Martha Street Studio is pleased to present I am holding my jpegs as tightly as I can, a solo exhibition by Agata Garbowska.
Drawing on personal archives—family photographs, personal photography, and previously printed works—I am holding my jpegs as tightly as I can is a collection of remembered fragments, printed and assembled into imagined spaces. Select fragments appear again and again; repeatedly re-photographed, re-printed, and re-collaged. With each repetition, colours shift and edges blur. As printed information is discarded, lost, or overwritten, prints begin to more closely resemble a memory, softened by the passage of time. Through collage and print media processes, I make my memories tangible, something that I can hold.
The artist would like to thank the Manitoba Arts Council for their support of this project.
Artist Statement:
In my artistic practice, I draw on my photography and photographs found in family albums to explore memory and print media as hauntings.

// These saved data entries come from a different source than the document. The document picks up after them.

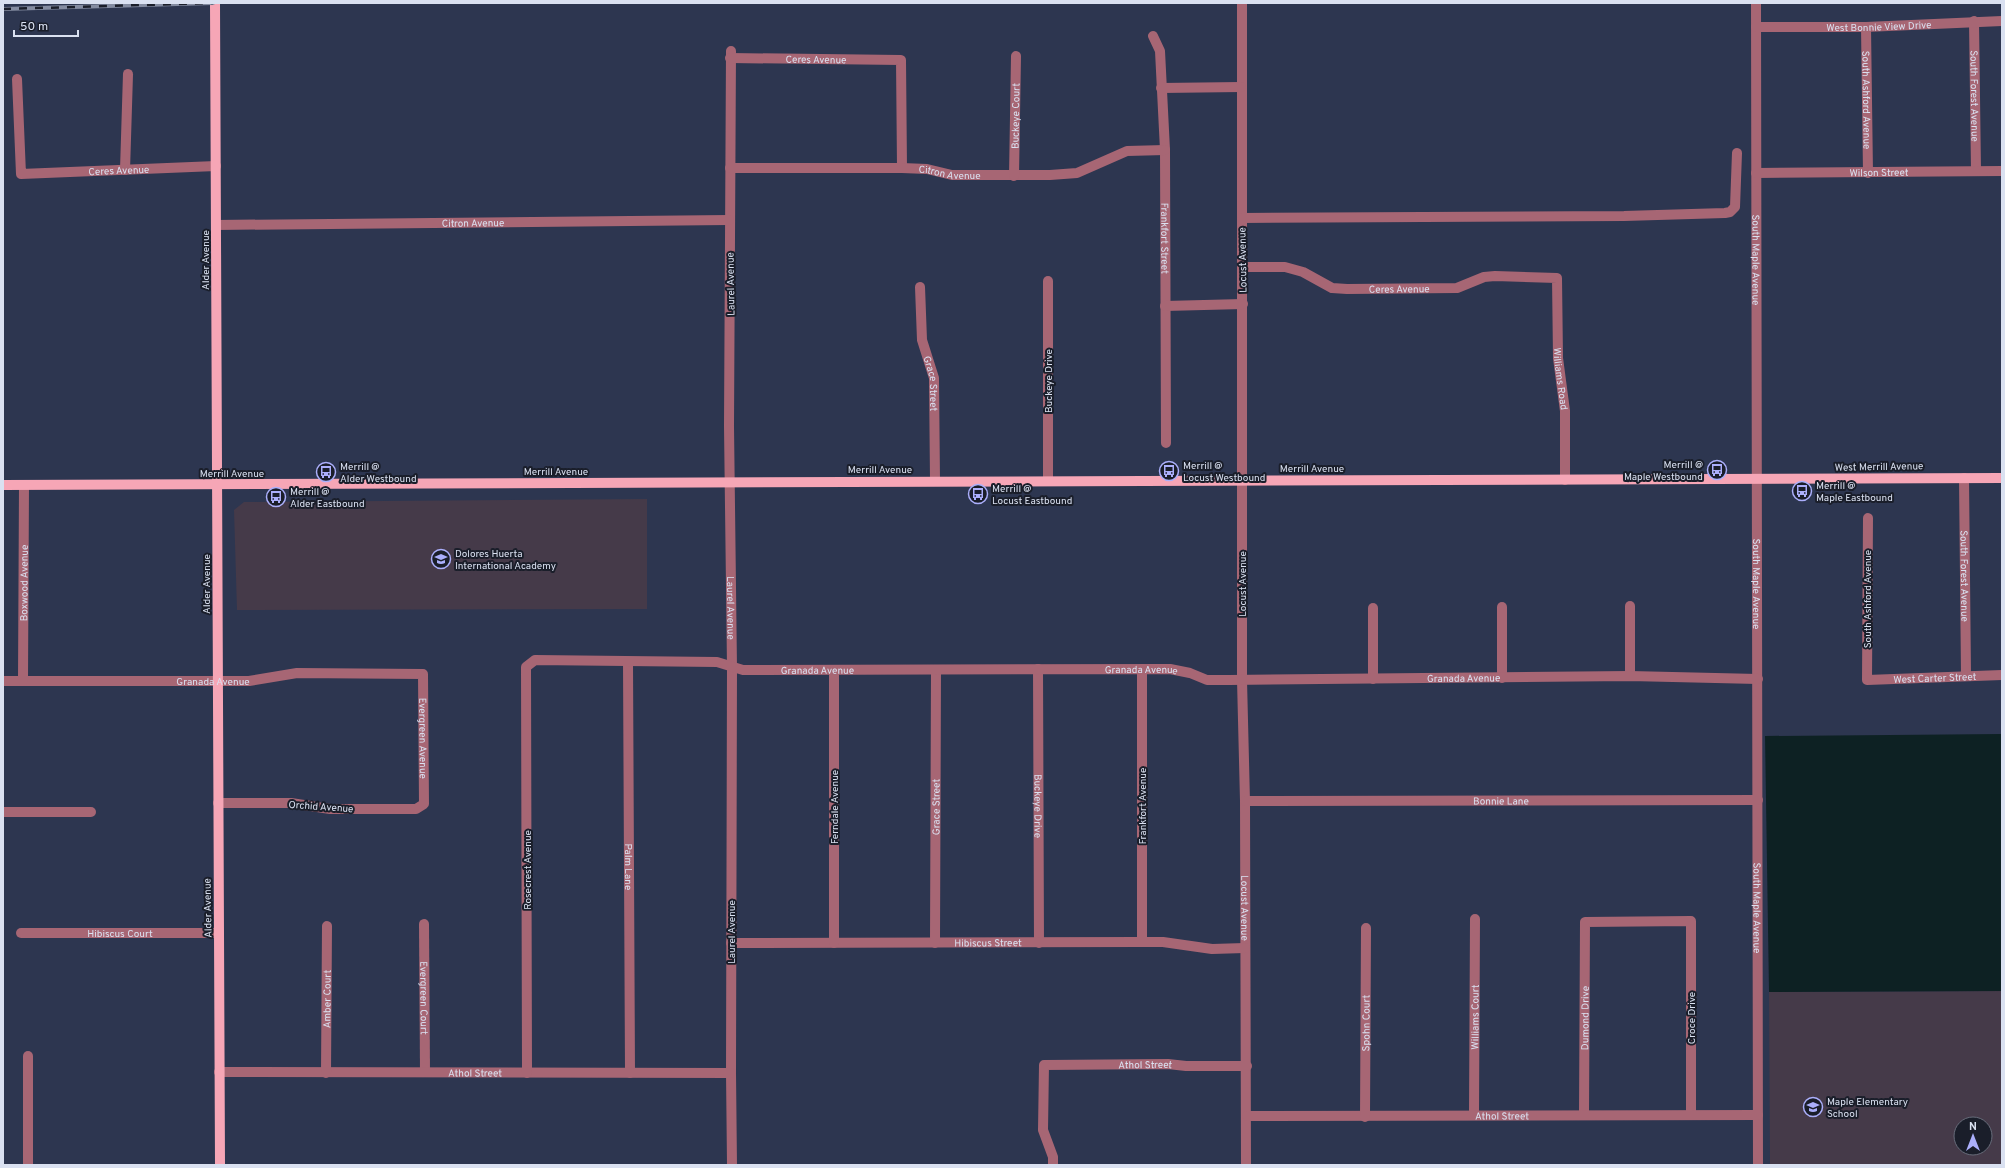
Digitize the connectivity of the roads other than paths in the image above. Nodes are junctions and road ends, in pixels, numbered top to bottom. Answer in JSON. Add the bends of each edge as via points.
{"nodes":[{"id":1,"x":215,"y":3,"type":"edge"},
{"id":2,"x":1242,"y":3,"type":"edge"},
{"id":3,"x":1756,"y":3,"type":"edge"},
{"id":4,"x":2002,"y":21,"type":"edge"},
{"id":5,"x":1974,"y":22,"type":"junction"},
{"id":6,"x":1756,"y":27,"type":"junction"},
{"id":7,"x":1866,"y":27,"type":"junction"},
{"id":8,"x":1153,"y":36,"type":"dead end"},
{"id":9,"x":730,"y":54,"type":"joint"},
{"id":10,"x":1016,"y":56,"type":"dead end"},
{"id":11,"x":128,"y":74,"type":"dead end"},
{"id":12,"x":17,"y":79,"type":"dead end"},
{"id":13,"x":1241,"y":87,"type":"junction"},
{"id":14,"x":1162,"y":88,"type":"junction"},
{"id":15,"x":1164,"y":150,"type":"junction"},
{"id":16,"x":1737,"y":153,"type":"dead end"},
{"id":17,"x":216,"y":166,"type":"junction"},
{"id":18,"x":730,"y":168,"type":"junction"},
{"id":19,"x":902,"y":168,"type":"junction"},
{"id":20,"x":125,"y":170,"type":"junction"},
{"id":21,"x":1976,"y":171,"type":"junction"},
{"id":22,"x":2002,"y":171,"type":"edge"},
{"id":23,"x":1756,"y":173,"type":"junction"},
{"id":24,"x":1868,"y":173,"type":"junction"},
{"id":25,"x":1014,"y":176,"type":"junction"},
{"id":26,"x":1242,"y":218,"type":"junction"},
{"id":27,"x":729,"y":220,"type":"junction"},
{"id":28,"x":216,"y":225,"type":"junction"},
{"id":29,"x":1242,"y":267,"type":"junction"},
{"id":30,"x":1558,"y":278,"type":"joint"},
{"id":31,"x":1048,"y":281,"type":"dead end"},
{"id":32,"x":920,"y":287,"type":"dead end"},
{"id":33,"x":1243,"y":304,"type":"junction"},
{"id":34,"x":1165,"y":306,"type":"junction"},
{"id":35,"x":1166,"y":443,"type":"dead end"},
{"id":36,"x":1964,"y":478,"type":"junction"},
{"id":37,"x":2002,"y":478,"type":"edge"},
{"id":38,"x":1048,"y":480,"type":"junction"},
{"id":39,"x":1242,"y":480,"type":"junction"},
{"id":40,"x":1565,"y":480,"type":"junction"},
{"id":41,"x":1756,"y":480,"type":"junction"},
{"id":42,"x":935,"y":481,"type":"junction"},
{"id":43,"x":729,"y":482,"type":"junction"},
{"id":44,"x":3,"y":485,"type":"edge"},
{"id":45,"x":24,"y":485,"type":"junction"},
{"id":46,"x":218,"y":485,"type":"junction"},
{"id":47,"x":1868,"y":518,"type":"dead end"},
{"id":48,"x":1630,"y":606,"type":"dead end"},
{"id":49,"x":1502,"y":607,"type":"dead end"},
{"id":50,"x":1373,"y":608,"type":"dead end"},
{"id":51,"x":628,"y":662,"type":"junction"},
{"id":52,"x":526,"y":667,"type":"joint"},
{"id":53,"x":732,"y":667,"type":"junction"},
{"id":54,"x":1038,"y":669,"type":"junction"},
{"id":55,"x":1142,"y":669,"type":"junction"},
{"id":56,"x":834,"y":670,"type":"junction"},
{"id":57,"x":936,"y":670,"type":"junction"},
{"id":58,"x":423,"y":674,"type":"joint"},
{"id":59,"x":1966,"y":675,"type":"junction"},
{"id":60,"x":2002,"y":675,"type":"edge"},
{"id":61,"x":1630,"y":676,"type":"junction"},
{"id":62,"x":1502,"y":678,"type":"junction"},
{"id":63,"x":1373,"y":679,"type":"junction"},
{"id":64,"x":1758,"y":679,"type":"junction"},
{"id":65,"x":1242,"y":680,"type":"junction"},
{"id":66,"x":1867,"y":680,"type":"joint"},
{"id":67,"x":3,"y":681,"type":"edge"},
{"id":68,"x":23,"y":681,"type":"junction"},
{"id":69,"x":218,"y":681,"type":"junction"},
{"id":70,"x":1758,"y":800,"type":"junction"},
{"id":71,"x":1245,"y":801,"type":"junction"},
{"id":72,"x":218,"y":803,"type":"junction"},
{"id":73,"x":424,"y":804,"type":"joint"},
{"id":74,"x":3,"y":812,"type":"edge"},
{"id":75,"x":91,"y":812,"type":"dead end"},
{"id":76,"x":1475,"y":919,"type":"dead end"},
{"id":77,"x":1691,"y":921,"type":"joint"},
{"id":78,"x":424,"y":924,"type":"dead end"},
{"id":79,"x":327,"y":926,"type":"dead end"},
{"id":80,"x":1366,"y":928,"type":"dead end"},
{"id":81,"x":20,"y":933,"type":"dead end"},
{"id":82,"x":219,"y":933,"type":"junction"},
{"id":83,"x":1142,"y":942,"type":"junction"},
{"id":84,"x":731,"y":943,"type":"junction"},
{"id":85,"x":834,"y":943,"type":"junction"},
{"id":86,"x":935,"y":943,"type":"junction"},
{"id":87,"x":1039,"y":943,"type":"junction"},
{"id":88,"x":1245,"y":948,"type":"junction"},
{"id":89,"x":28,"y":1056,"type":"dead end"},
{"id":90,"x":1247,"y":1066,"type":"junction"},
{"id":91,"x":219,"y":1072,"type":"junction"},
{"id":92,"x":425,"y":1072,"type":"junction"},
{"id":93,"x":326,"y":1073,"type":"junction"},
{"id":94,"x":527,"y":1073,"type":"junction"},
{"id":95,"x":630,"y":1073,"type":"junction"},
{"id":96,"x":731,"y":1073,"type":"junction"},
{"id":97,"x":1474,"y":1115,"type":"junction"},
{"id":98,"x":1584,"y":1115,"type":"junction"},
{"id":99,"x":1691,"y":1115,"type":"junction"},
{"id":100,"x":1758,"y":1115,"type":"junction"},
{"id":101,"x":1247,"y":1116,"type":"junction"},
{"id":102,"x":1365,"y":1117,"type":"junction"},
{"id":103,"x":28,"y":1165,"type":"edge"},
{"id":104,"x":220,"y":1165,"type":"edge"},
{"id":105,"x":732,"y":1165,"type":"edge"},
{"id":106,"x":1053,"y":1165,"type":"edge"},
{"id":107,"x":1246,"y":1165,"type":"edge"},
{"id":108,"x":1758,"y":1165,"type":"edge"}],
"edges":[{"from":1,"to":17,"type":"main road","name":"Alder Avenue"},
{"from":2,"to":13,"type":"street","name":"Locust Avenue"},
{"from":3,"to":6,"type":"street","name":"South Maple Avenue"},
{"from":4,"to":5,"type":"street","name":"West Bonnie View Drive"},
{"from":5,"to":7,"type":"street","name":"West Bonnie View Drive"},
{"from":5,"to":21,"type":"street","name":"South Forest Avenue"},
{"from":6,"to":7,"type":"street","name":"West Bonnie View Drive"},
{"from":6,"to":23,"type":"street","name":"South Maple Avenue"},
{"from":7,"to":24,"type":"street","name":"South Ashford Avenue"},
{"from":8,"to":14,"type":"street","name":"Frankfort Street","via":[[1160,51]]},
{"from":9,"to":18,"type":"street","name":"Laurel Avenue"},
{"from":9,"to":19,"type":"street","name":"Ceres Avenue","via":[[901,60]]},
{"from":10,"to":25,"type":"street","name":"Buckeye Court"},
{"from":11,"to":20,"type":"street"},
{"from":12,"to":20,"type":"street","name":"Ceres Avenue","via":[[21,174]]},
{"from":13,"to":14,"type":"street"},
{"from":13,"to":26,"type":"street","name":"Locust Avenue"},
{"from":14,"to":15,"type":"street","name":"Frankfort Street"},
{"from":15,"to":25,"type":"street","name":"Citron Avenue","via":[[1127,151],[1077,173]]},
{"from":15,"to":34,"type":"street","name":"Frankfort Street"},
{"from":16,"to":26,"type":"street","via":[[1735,207],[1725,213]]},
{"from":17,"to":20,"type":"street","name":"Ceres Avenue"},
{"from":17,"to":28,"type":"main road","name":"Alder Avenue"},
{"from":18,"to":19,"type":"street","name":"Citron Avenue"},
{"from":18,"to":27,"type":"street","name":"Laurel Avenue"},
{"from":19,"to":25,"type":"street","name":"Citron Avenue","via":[[927,169],[952,175]]},
{"from":21,"to":22,"type":"street","name":"Wilson Street"},
{"from":21,"to":24,"type":"street","name":"Wilson Street"},
{"from":23,"to":24,"type":"street","name":"Wilson Street"},
{"from":23,"to":41,"type":"street","name":"South Maple Avenue"},
{"from":26,"to":29,"type":"street","name":"Locust Avenue"},
{"from":27,"to":28,"type":"street","name":"Citron Avenue"},
{"from":27,"to":43,"type":"street","name":"Laurel Avenue"},
{"from":28,"to":46,"type":"main road","name":"Alder Avenue"},
{"from":29,"to":30,"type":"street","name":"Ceres Avenue","via":[[1285,267],[1303,272],[1332,288],[1347,289],[1457,288],[1484,277],[1495,276]]},
{"from":29,"to":33,"type":"street","name":"Locust Avenue"},
{"from":30,"to":40,"type":"street","name":"Williams Road","via":[[1558,358],[1565,411]]},
{"from":31,"to":38,"type":"street","name":"Buckeye Drive"},
{"from":32,"to":42,"type":"street","name":"Grace Street","via":[[922,340],[934,378]]},
{"from":33,"to":34,"type":"street"},
{"from":33,"to":39,"type":"street","name":"Locust Avenue"},
{"from":34,"to":35,"type":"street","name":"Frankfort Street"},
{"from":36,"to":37,"type":"main road","name":"West Merrill Avenue"},
{"from":36,"to":41,"type":"main road","name":"West Merrill Avenue"},
{"from":36,"to":59,"type":"street","name":"South Forest Avenue"},
{"from":38,"to":39,"type":"main road","name":"Merrill Avenue"},
{"from":38,"to":42,"type":"main road","name":"Merrill Avenue"},
{"from":39,"to":40,"type":"main road","name":"Merrill Avenue"},
{"from":39,"to":65,"type":"street","name":"Locust Avenue"},
{"from":40,"to":41,"type":"main road","name":"Merrill Avenue"},
{"from":41,"to":64,"type":"street","name":"South Maple Avenue"},
{"from":42,"to":43,"type":"main road","name":"Merrill Avenue"},
{"from":43,"to":46,"type":"main road","name":"Merrill Avenue"},
{"from":43,"to":53,"type":"street","name":"Laurel Avenue"},
{"from":44,"to":45,"type":"main road","name":"Merrill Avenue"},
{"from":45,"to":46,"type":"main road","name":"Merrill Avenue"},
{"from":45,"to":68,"type":"street","name":"Boxwood Avenue"},
{"from":46,"to":69,"type":"main road","name":"Alder Avenue"},
{"from":47,"to":66,"type":"street","name":"South Ashford Avenue"},
{"from":48,"to":61,"type":"street"},
{"from":49,"to":62,"type":"street"},
{"from":50,"to":63,"type":"street"},
{"from":51,"to":52,"type":"street","name":"Granada Avenue","via":[[535,660]]},
{"from":51,"to":53,"type":"street","name":"Granada Avenue","via":[[717,662]]},
{"from":51,"to":95,"type":"street","name":"Palm Lane"},
{"from":52,"to":94,"type":"street","name":"Rosecrest Avenue"},
{"from":53,"to":56,"type":"street","name":"Granada Avenue","via":[[743,670]]},
{"from":53,"to":84,"type":"street","name":"Laurel Avenue"},
{"from":54,"to":55,"type":"street","name":"Granada Avenue"},
{"from":54,"to":57,"type":"street","name":"Granada Avenue"},
{"from":54,"to":87,"type":"street","name":"Buckeye Drive"},
{"from":55,"to":65,"type":"street","name":"Granada Avenue","via":[[1170,669],[1207,680]]},
{"from":55,"to":83,"type":"street","name":"Frankfort Avenue"},
{"from":56,"to":57,"type":"street","name":"Granada Avenue"},
{"from":56,"to":85,"type":"street","name":"Ferndale Avenue"},
{"from":57,"to":86,"type":"street","name":"Grace Street"},
{"from":58,"to":69,"type":"street","name":"Granada Avenue","via":[[297,673],[249,680]]},
{"from":58,"to":73,"type":"street","name":"Evergreen Avenue"},
{"from":59,"to":60,"type":"street","name":"West Carter Street"},
{"from":59,"to":66,"type":"street","name":"West Carter Street"},
{"from":61,"to":62,"type":"street","name":"Granada Avenue"},
{"from":61,"to":64,"type":"street","name":"Granada Avenue"},
{"from":62,"to":63,"type":"street","name":"Granada Avenue"},
{"from":63,"to":65,"type":"street","name":"Granada Avenue"},
{"from":64,"to":70,"type":"street","name":"South Maple Avenue"},
{"from":65,"to":71,"type":"street","name":"Locust Avenue"},
{"from":67,"to":68,"type":"street","name":"Granada Avenue"},
{"from":68,"to":69,"type":"street","name":"Granada Avenue"},
{"from":69,"to":72,"type":"main road","name":"Alder Avenue"},
{"from":70,"to":71,"type":"street","name":"Bonnie Lane"},
{"from":70,"to":100,"type":"street","name":"South Maple Avenue"},
{"from":71,"to":88,"type":"street","name":"Locust Avenue"},
{"from":72,"to":73,"type":"street","name":"Orchid Avenue","via":[[291,803],[346,809],[416,809]]},
{"from":72,"to":82,"type":"main road","name":"Alder Avenue"},
{"from":74,"to":75,"type":"street"},
{"from":76,"to":97,"type":"street","name":"Williams Court"},
{"from":77,"to":98,"type":"street","name":"Dumond Drive","via":[[1585,922]]},
{"from":77,"to":99,"type":"street","name":"Croce Drive"},
{"from":78,"to":92,"type":"street","name":"Evergreen Court"},
{"from":79,"to":93,"type":"street","name":"Amber Court"},
{"from":80,"to":102,"type":"street","name":"Spohn Court"},
{"from":81,"to":82,"type":"street","name":"Hibiscus Court"},
{"from":82,"to":91,"type":"main road","name":"Alder Avenue"},
{"from":83,"to":87,"type":"street","name":"Hibiscus Street"},
{"from":83,"to":88,"type":"street","name":"Hibiscus Street","via":[[1163,942],[1212,949]]},
{"from":84,"to":85,"type":"street","name":"Hibiscus Street"},
{"from":84,"to":96,"type":"street","name":"Laurel Avenue"},
{"from":85,"to":86,"type":"street","name":"Hibiscus Street"},
{"from":86,"to":87,"type":"street","name":"Hibiscus Street"},
{"from":88,"to":90,"type":"street","name":"Locust Avenue"},
{"from":89,"to":103,"type":"street"},
{"from":90,"to":101,"type":"street","name":"Locust Avenue"},
{"from":90,"to":106,"type":"street","name":"Athol Street","via":[[1044,1065],[1043,1130],[1053,1157]]},
{"from":91,"to":93,"type":"street","name":"Athol Street"},
{"from":91,"to":104,"type":"main road","name":"Alder Avenue"},
{"from":92,"to":93,"type":"street","name":"Athol Street"},
{"from":92,"to":94,"type":"street","name":"Athol Street"},
{"from":94,"to":95,"type":"street","name":"Athol Street"},
{"from":95,"to":96,"type":"street","name":"Athol Street"},
{"from":96,"to":105,"type":"street","name":"Laurel Avenue"},
{"from":97,"to":98,"type":"street","name":"Athol Street"},
{"from":97,"to":102,"type":"street","name":"Athol Street"},
{"from":98,"to":99,"type":"street","name":"Athol Street"},
{"from":99,"to":100,"type":"street","name":"Athol Street"},
{"from":100,"to":108,"type":"street","name":"South Maple Avenue"},
{"from":101,"to":102,"type":"street","name":"Athol Street"},
{"from":101,"to":107,"type":"street","name":"Locust Avenue"}]}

My personal hauntings include excised photographic information, repeating imagery, and the visual artifacts of photography, print media, and collage. Throughout my practice, I propose that the hauntings of print media—resulting from contact1 between matrix and paper—parallel the hauntings of memory, of our contact with one another. By repeatedly re-assembling personal photographs, I build ongoing archives which emphasize photographs as an incomplete record. Encouraging artifacts and loss in printed images, I explore the blurring, overwriting, and forgetting characteristic of my experiences of memory, while arranging my hauntings into provisional, nostalgic, and hopeful personal archives.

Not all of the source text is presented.